You wouldn’t know it from the pundits, however. They rend their garments or sing hosannas as if each little survey statistic was handed down from on high, chiseled into tablets.
“Is Mitt Romney panicking?” asked a Washington Post headline in mid-September after polls indicated President Obama had received a post-convention bounce. “Did Obama just throw the entire election away?” an alarmed Andrew Sullivan asked after the first presidential debate, reeling off a flurry of the president’s poor polling numbers.
The fact is, every day is a day of uncertainty — and we hate that.
Psychologically, it gives us comfort to determine our fates, says Dr. David Reiss, a San Diego-based psychiatrist and expert on personality dynamics.
“We’re sort of hardwired to predict what is going to happen to protect ourselves,” he says. After all, for much of mankind’s recorded history, a prediction could literally mean the difference between life and death — whether it was determining a village’s vulnerability to attack or attempting to figure out the size of the coming harvest.
But, he adds, there’s also a sense of power and ego in knowing the future: “If I can predict things, I have some control and it releases feelings of helplessness or fear,” he says. “The more I can predict, the smarter I am and the better I look to others.”

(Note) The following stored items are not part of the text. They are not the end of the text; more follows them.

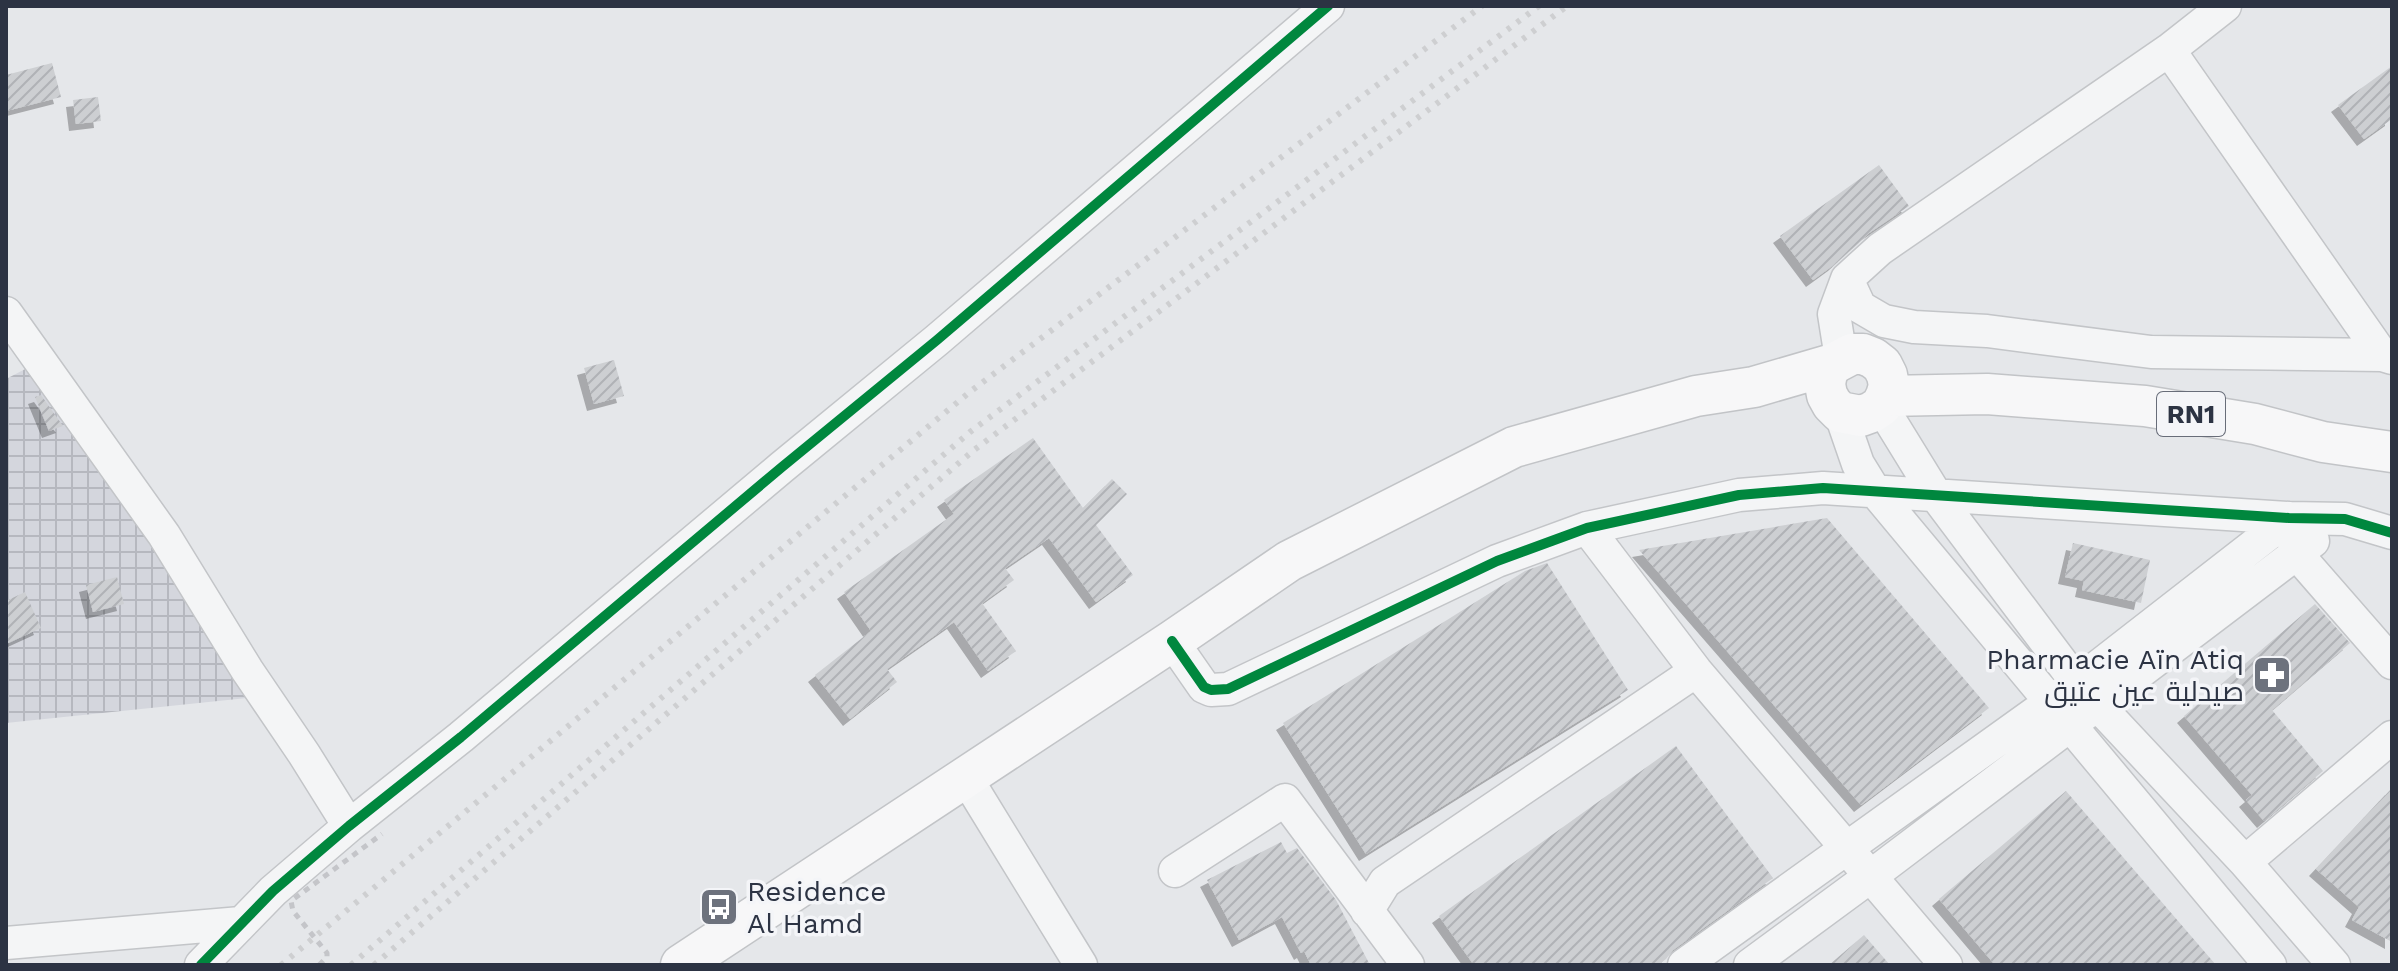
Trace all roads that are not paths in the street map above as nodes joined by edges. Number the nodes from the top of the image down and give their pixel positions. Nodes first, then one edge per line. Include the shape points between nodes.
1 (1328, 6) edge
2 (2225, 6) edge
3 (2169, 50) junction
4 (1847, 279) junction
5 (6, 313) edge
6 (2387, 356) edge
7 (1835, 382) junction
8 (1883, 389) junction
9 (2392, 452) edge
10 (1874, 490) junction
11 (1937, 497) junction
12 (2289, 518) junction
13 (2345, 519) junction
14 (1587, 528) junction
15 (2392, 533) edge
16 (2296, 553) junction
17 (1172, 641) junction
18 (2392, 663) edge
19 (1696, 671) junction
20 (2087, 694) junction
21 (2060, 714) junction
22 (2392, 737) edge
23 (965, 776) junction
24 (349, 826) junction
25 (1847, 846) junction
26 (2245, 862) junction
27 (1175, 871) dead end
28 (1871, 876) junction
29 (1367, 911) junction
30 (241, 923) junction
31 (6, 943) edge
32 (201, 965) edge
33 (681, 965) edge
34 (1081, 965) edge
35 (1408, 965) edge
36 (1684, 965) edge
37 (1750, 965) edge
38 (1946, 965) edge
39 (2270, 965) edge
40 (2334, 965) edge

1 - 24 street via 937,340
2 - 3 street
3 - 4 street via 1880,249
3 - 6 street
4 - 6 street via 1860,307 1884,321 1914,327 2151,352
4 - 7 street via 1834,314
5 - 24 street via 164,535
7 - 8 main road, RN1 via 1861,416 1872,412
7 - 8 main road, RN1 via 1852,354 1863,354 1873,358
7 - 10 street via 1858,464
7 - 17 main road, RN1 via 1696,396 1514,447 1289,561
8 - 9 main road, RN1 via 2145,406
8 - 11 street
10 - 11 street
10 - 14 street via 1739,495
10 - 21 street
11 - 12 street
11 - 20 street
12 - 13 street
12 - 16 street
12 - 20 street
13 - 15 street
13 - 16 street
14 - 17 street via 1497,561 1228,689 1204,687
14 - 19 street
16 - 18 street
16 - 20 street
17 - 23 main road, RN1
19 - 25 street
19 - 29 street via 1385,882
20 - 21 street
20 - 26 street
21 - 25 street
21 - 28 street
21 - 39 street
22 - 26 street
23 - 33 main road, RN1
23 - 34 street
24 - 30 street
25 - 28 street
25 - 36 street
26 - 40 street
27 - 29 street via 1285,800
28 - 37 street
28 - 38 street
29 - 35 street
30 - 31 street
30 - 32 street

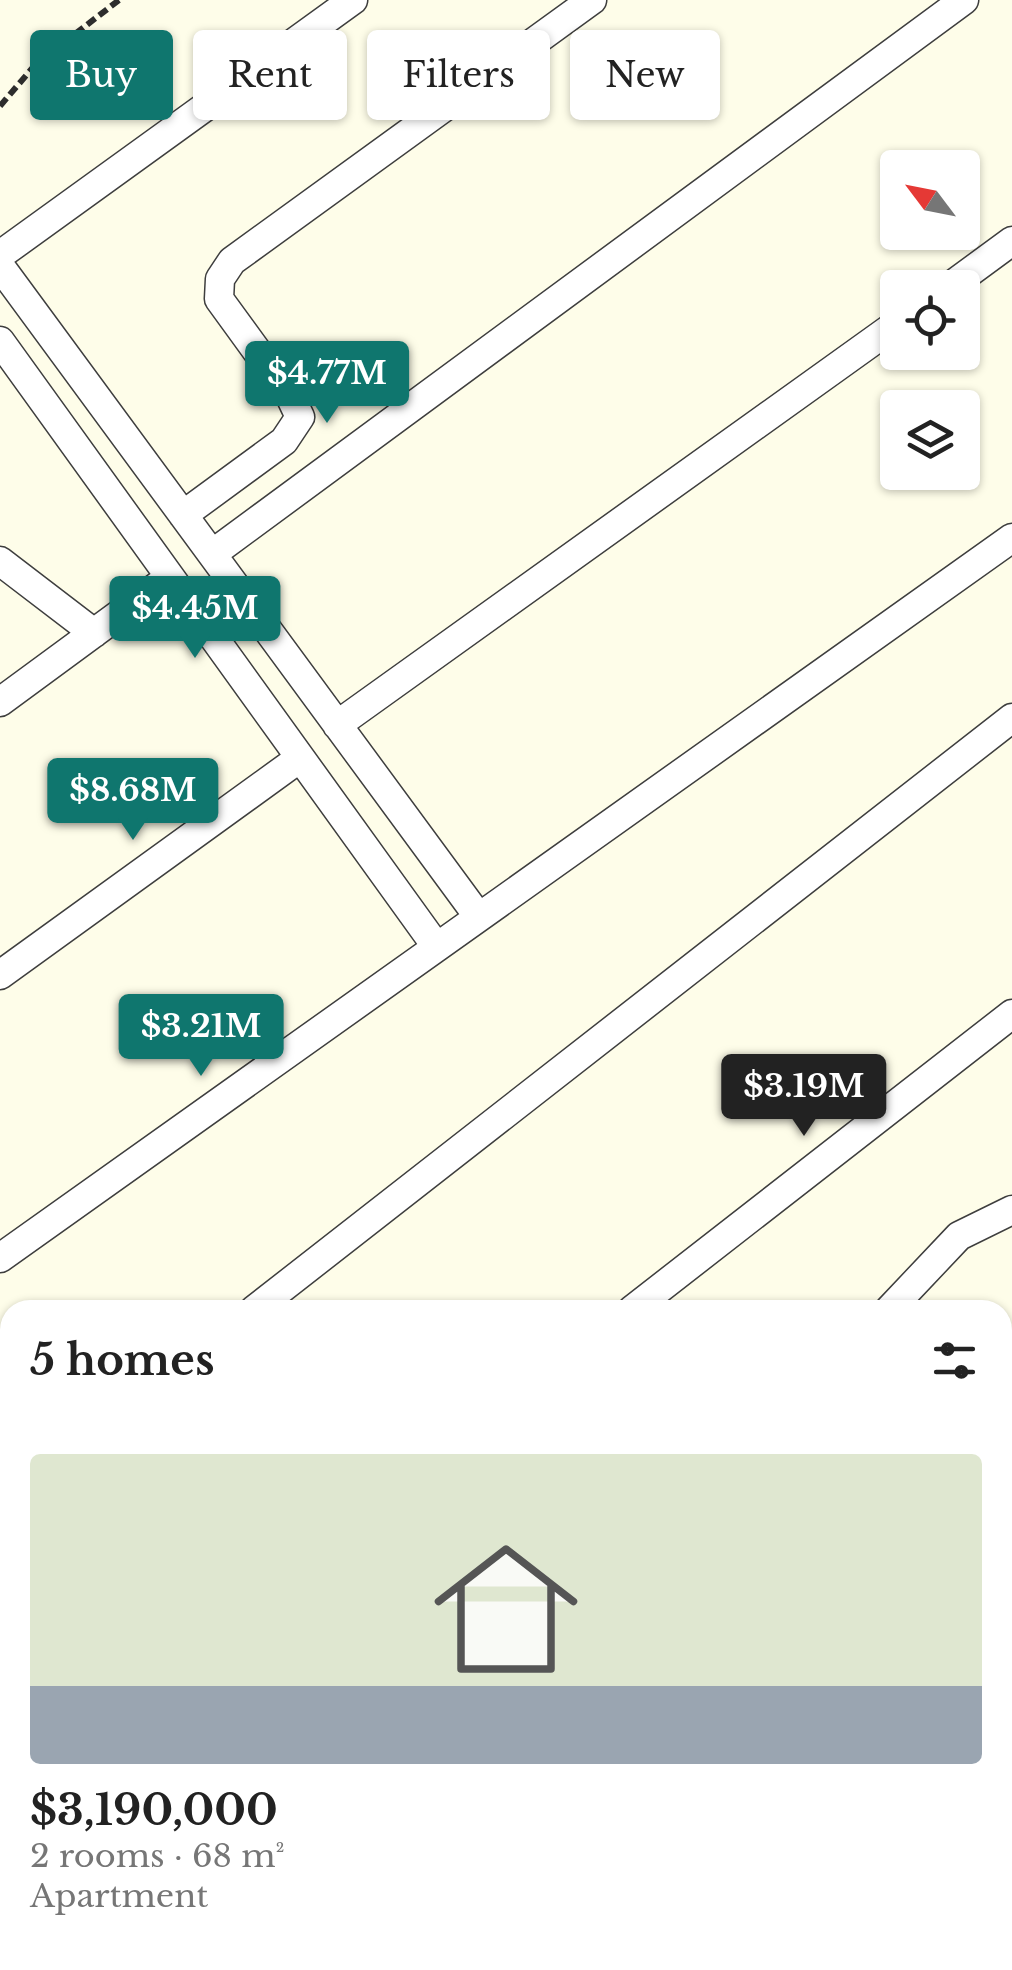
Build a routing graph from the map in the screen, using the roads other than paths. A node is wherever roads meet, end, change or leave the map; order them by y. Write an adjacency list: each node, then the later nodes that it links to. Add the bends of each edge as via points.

Throw in the chattering, nattering, opinion-splattering classes — which traffic in confidence and authority — and you create a stew of statements that seldom veers from bet-the-house conviction.
In his new book, “The Signal and the Noise: Why So Many Predictions Fail — But Some Don’t,” statistician and FiveThirtyEight.com creator Nate Silver looked into almost 1,000 predictions of the D.C.-based “McLaughlin Group” pundits. They were about half right — no better than a coin flip. These Beltway insiders “displayed about as much political acumen as a barbershop quartet,” Silver writes.